Una de las causas más profundas de la desafección política en España es la desnaturalización de la imagen del político motivada por los escándalos de corrupción que sacuden la geografía nacional. En realidad, como se sabe, sólo trasciende un pequeño porcentaje de estos casos, aquellos en los que media denuncia de alguna parte interesada, ordinariamente por no haberse llevado la parte del botín comprometida. En cualquier caso, en la actualidad, el mapa de la corrupción en España es demasiado amplio como para que la sociedad española permanezca de perfil. Las encuestas y sondeos, del CIS o de Transparencia Internacional, reflejan un hondo malestar de los ciudadanos que debería llevar a los dirigentes  políticos a reflexionar porque de lo contrario la desafección política podría llevar al sistema mismo a la deslegitimación.
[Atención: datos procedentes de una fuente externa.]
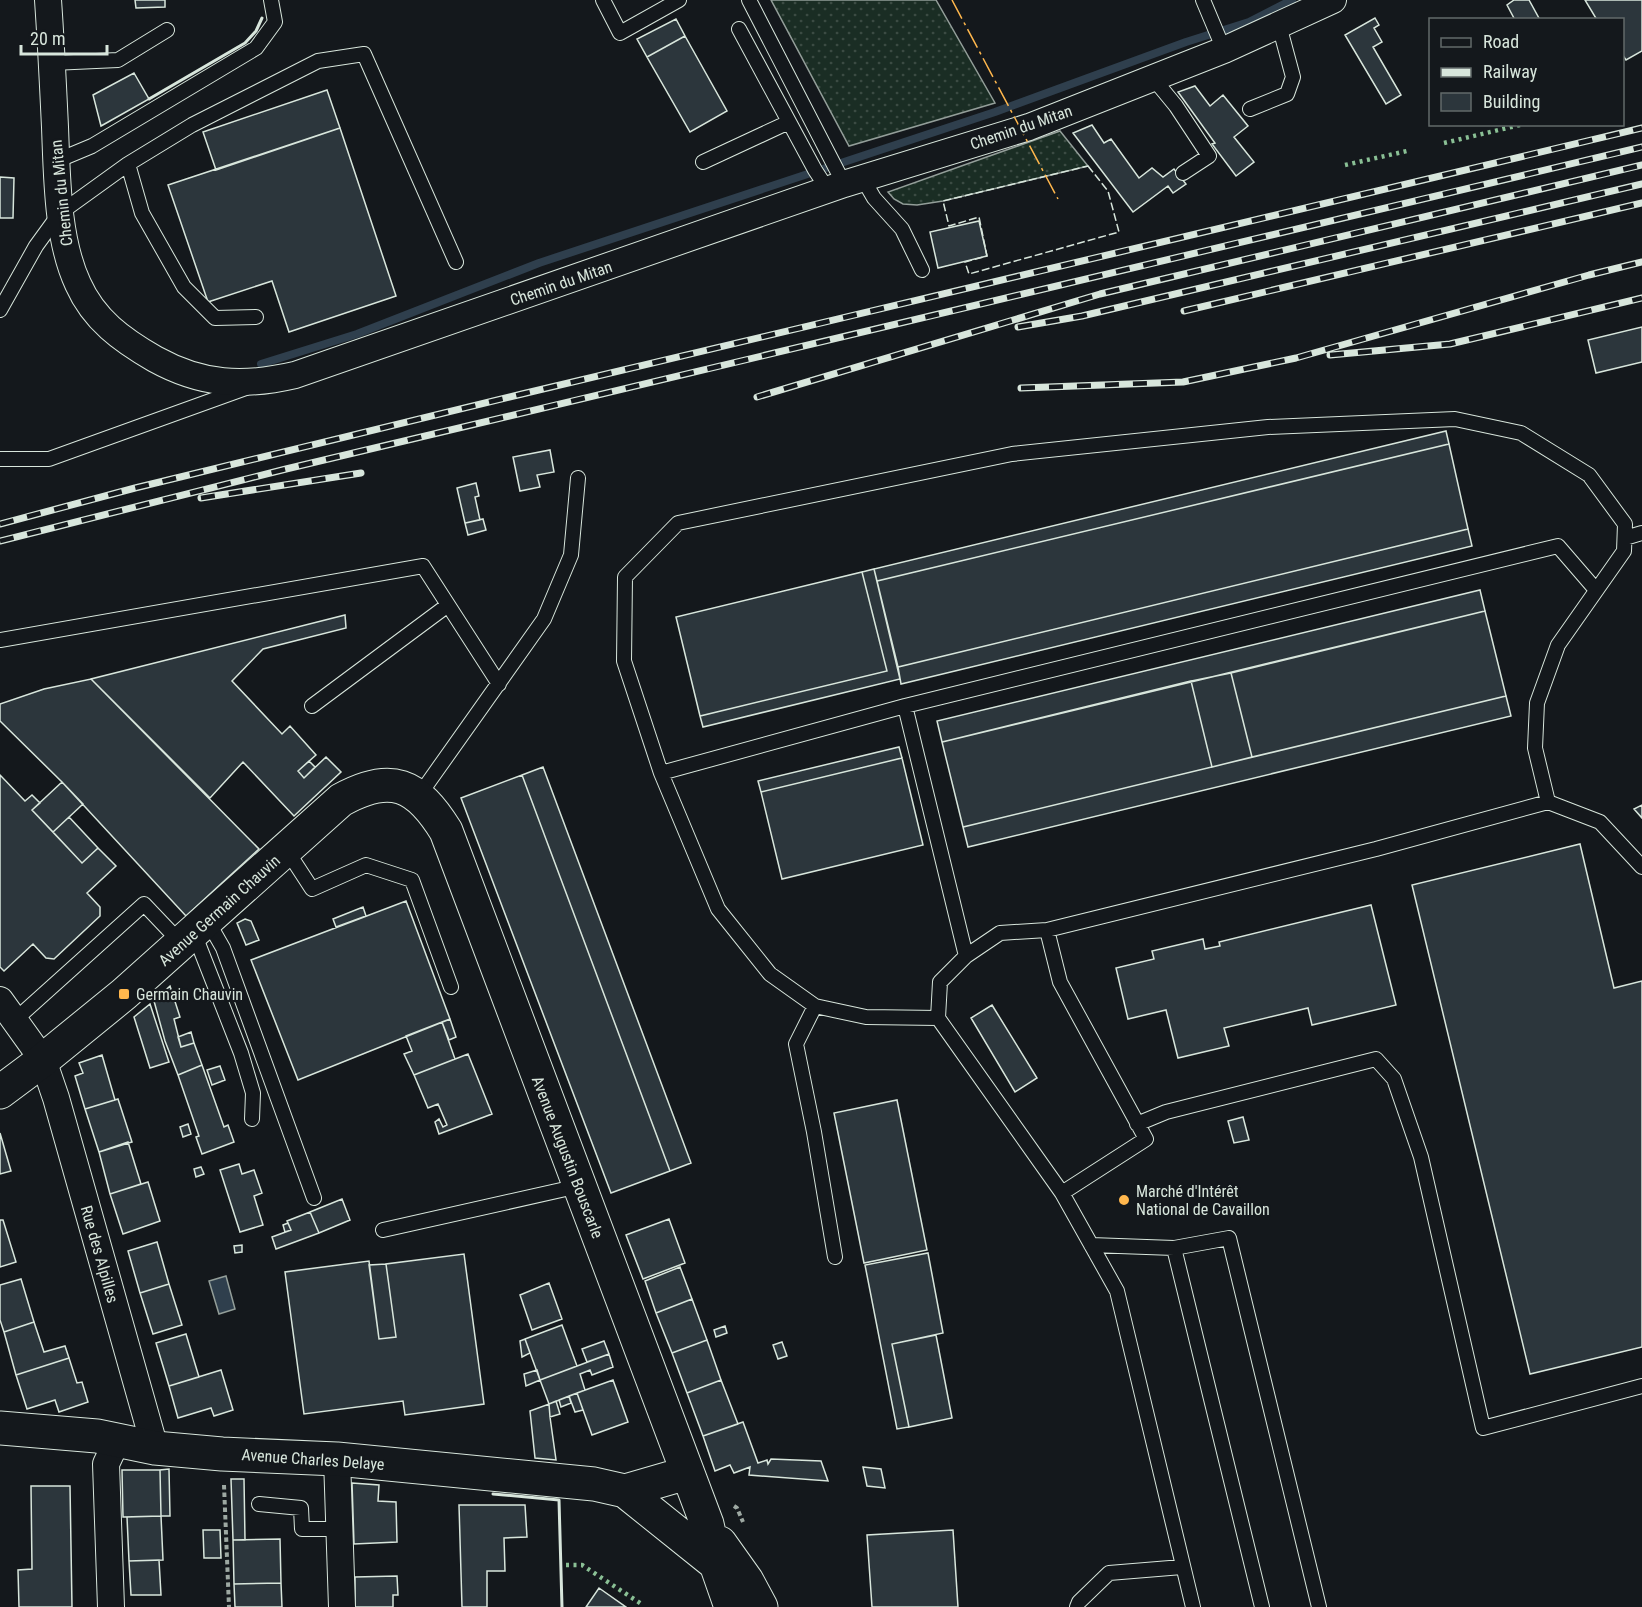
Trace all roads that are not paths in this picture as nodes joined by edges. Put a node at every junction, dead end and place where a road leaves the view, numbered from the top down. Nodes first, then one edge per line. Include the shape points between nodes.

En esta materia, aunque es verdad que la corrupción ha crecido en los últimos tiempos, no lo es menos que la mediatización de estos casos y su empleo como arma política arrojadiza entre las diferentes formaciones políticas ha contribuido al hartazgo de la ciudadanía con la actividad política y con la conducta de los políticos. La permanente aparición en los titulares de los periódicos de supuestos de corrupción, a veces no contrastados, condujo, igualmente, a un ambiente de linchamiento mediático que ayudó enormemente a que el juicio social sobre esta actividad y sus protagonistas sea tan contundente.
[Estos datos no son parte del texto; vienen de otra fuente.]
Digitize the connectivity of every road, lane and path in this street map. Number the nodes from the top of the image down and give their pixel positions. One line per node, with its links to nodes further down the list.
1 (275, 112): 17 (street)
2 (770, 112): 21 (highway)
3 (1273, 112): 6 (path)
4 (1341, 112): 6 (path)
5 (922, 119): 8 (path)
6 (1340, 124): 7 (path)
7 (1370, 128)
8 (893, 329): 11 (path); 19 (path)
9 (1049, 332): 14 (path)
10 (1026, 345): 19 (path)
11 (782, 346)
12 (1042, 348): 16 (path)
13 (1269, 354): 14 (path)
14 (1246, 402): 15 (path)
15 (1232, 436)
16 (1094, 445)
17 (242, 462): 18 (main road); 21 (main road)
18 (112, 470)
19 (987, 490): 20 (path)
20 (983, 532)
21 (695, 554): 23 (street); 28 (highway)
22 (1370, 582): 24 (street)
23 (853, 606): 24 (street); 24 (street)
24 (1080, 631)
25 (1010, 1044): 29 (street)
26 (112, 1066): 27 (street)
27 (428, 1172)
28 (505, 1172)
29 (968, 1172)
En este sentido, junto a la irresponsable mediatización de la corrupción, su uso como arma política también ha computarse en el debe de los partidos. En muchas ocasiones, el suministro de dossiers, de determinadas informaciones, falsas o ciertas, a la prensa por parte de algunos dirigentes para desacreditar al adversario o para eliminar a posibles competidores, también es un elemento que ha contribuido, y no poco, a que el juicio del pueblo sobre la corrupción sea tan demoledor.
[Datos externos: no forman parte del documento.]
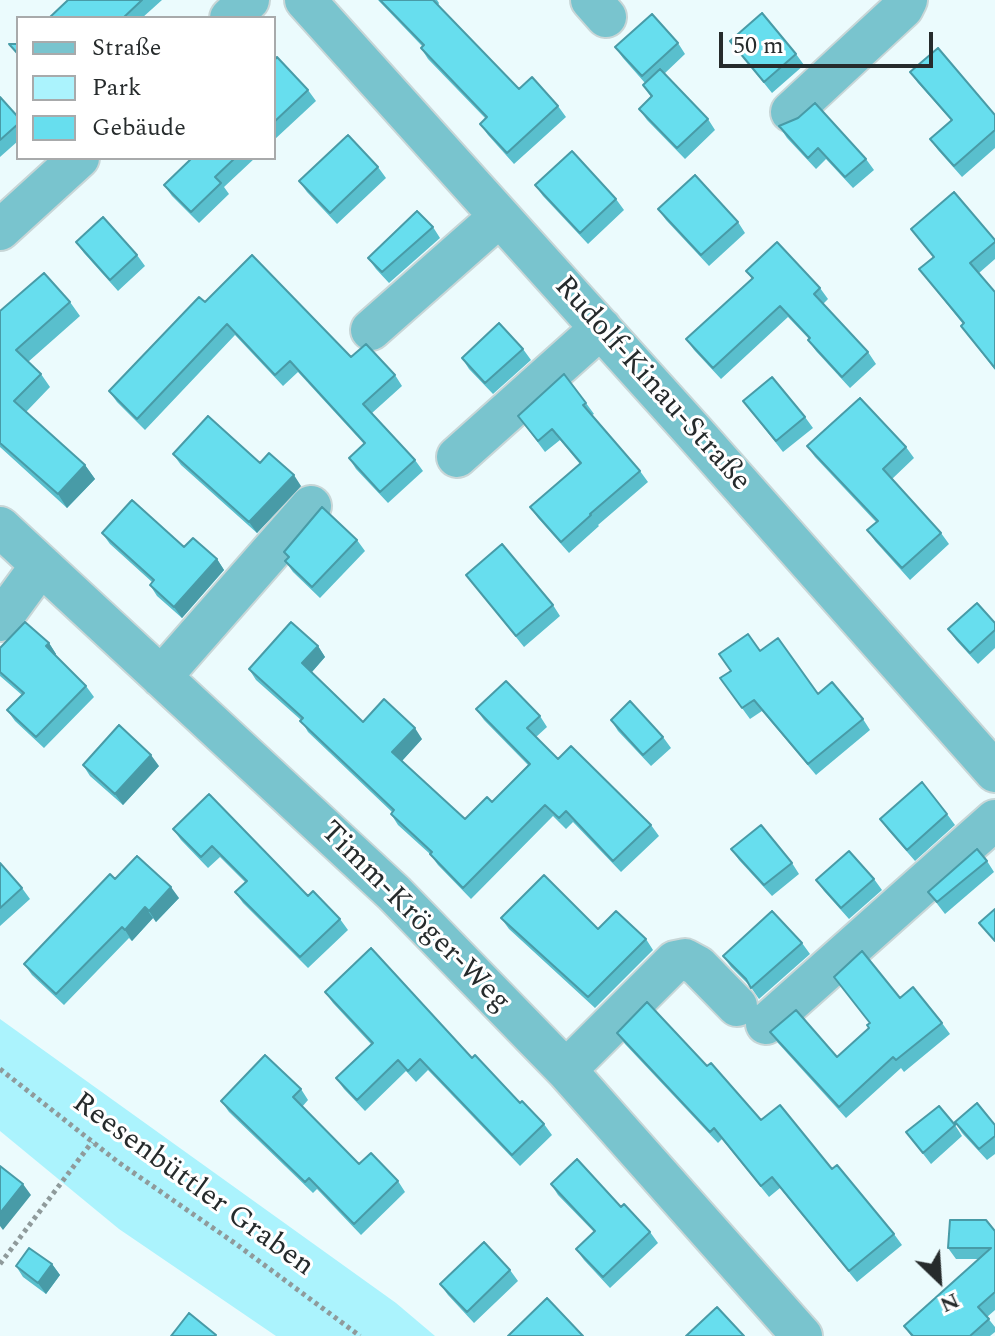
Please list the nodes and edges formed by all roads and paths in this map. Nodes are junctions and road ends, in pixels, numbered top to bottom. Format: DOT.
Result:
graph roads {
  1 [pos="249,0"];
  2 [pos="305,0"];
  3 [pos="907,0"];
  4 [pos="232,16"];
  5 [pos="791,112"];
  6 [pos="77,160"];
  7 [pos="499,217"];
  8 [pos="0,230"];
  9 [pos="601,328"];
  10 [pos="371,330"];
  11 [pos="457,457"];
  12 [pos="311,506"];
  13 [pos="0,527"];
  14 [pos="41,565"];
  15 [pos="0,621"];
  16 [pos="161,677"];
  17 [pos="995,772"];
  18 [pos="995,820"];
  19 [pos="0,1069"];
  20 [pos="566,1070"];
  21 [pos="92,1142"];
  22 [pos="0,1264"];
  23 [pos="360,1336"];
  24 [pos="802,1336"];
  1 -- 4 [label="street"];
  2 -- 7 [label="street, Rudolf-Kinau-Straße"];
  3 -- 5 [label="street"];
  6 -- 8 [label="street"];
  7 -- 9 [label="street, Rudolf-Kinau-Straße"];
  7 -- 10 [label="street"];
  9 -- 11 [label="street"];
  9 -- 17 [label="street, Rudolf-Kinau-Straße"];
  12 -- 16 [label="street"];
  13 -- 14 [label="street, Timm-Kröger-Weg"];
  14 -- 15 [label="street"];
  14 -- 16 [label="street, Timm-Kröger-Weg"];
  16 -- 20 [label="street, Timm-Kröger-Weg"];
  18 -- 20 [label="street"];
  19 -- 21 [label="path, Reesenbüttler Graben"];
  20 -- 24 [label="street, Timm-Kröger-Weg"];
  21 -- 22 [label="path"];
  21 -- 23 [label="path, Reesenbüttler Graben"];
}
Sea por la actuación de la prensa, sea por causa de la dinámica de los propios partidos, la realidad a día de hoy es que campea en el ambiente un general desánimo ante la clase política, a la que se imputa sin ninguna duda el ambiente de corrupción que reina en España. Ambas actividades, la política y la periodística, al final, están en el origen de las encuestas y sondeos dados a conocer en este tiempo.
Sin embargo, los políticos no son extraterrestres o personajes que han venido de otra galaxia. Son personas que vienen de la sociedad, son reflejo de la sociedad. De una sociedad en la que los valores morales brillan por su ausencia. Por eso, el juicio sobre la corrupción de los políticos y de la política es un juicio sobre la sociedad en la que vivimos. Una sociedad en la que se prima el resultado, la eficiencia, el engaño, el disimulo, la apariencia. Una sociedad que desprecia el trabajo bien hecho sino produce réditos inmediatos. Una sociedad seducida por el conformismo insolidario. Una sociedad en la que el éxito, independientemente de los medios empleados, es lo importante.
En este contexto es en el que se han “formado” los actuales políticos. Por eso,  a todos nos conviene volver a recuperar el temple cívico, la fuerza moral y el compromiso con la dignificación del trabajo. Cualidades humanas de enorme calado y profundidad que no aparecen por generación espontánea. Son el resultado de un compromiso duradero y permanente por centrar la vida política, social y económica en la dignidad del ser humano, del que es, del que está a punto de ser y del que está dejando de ser.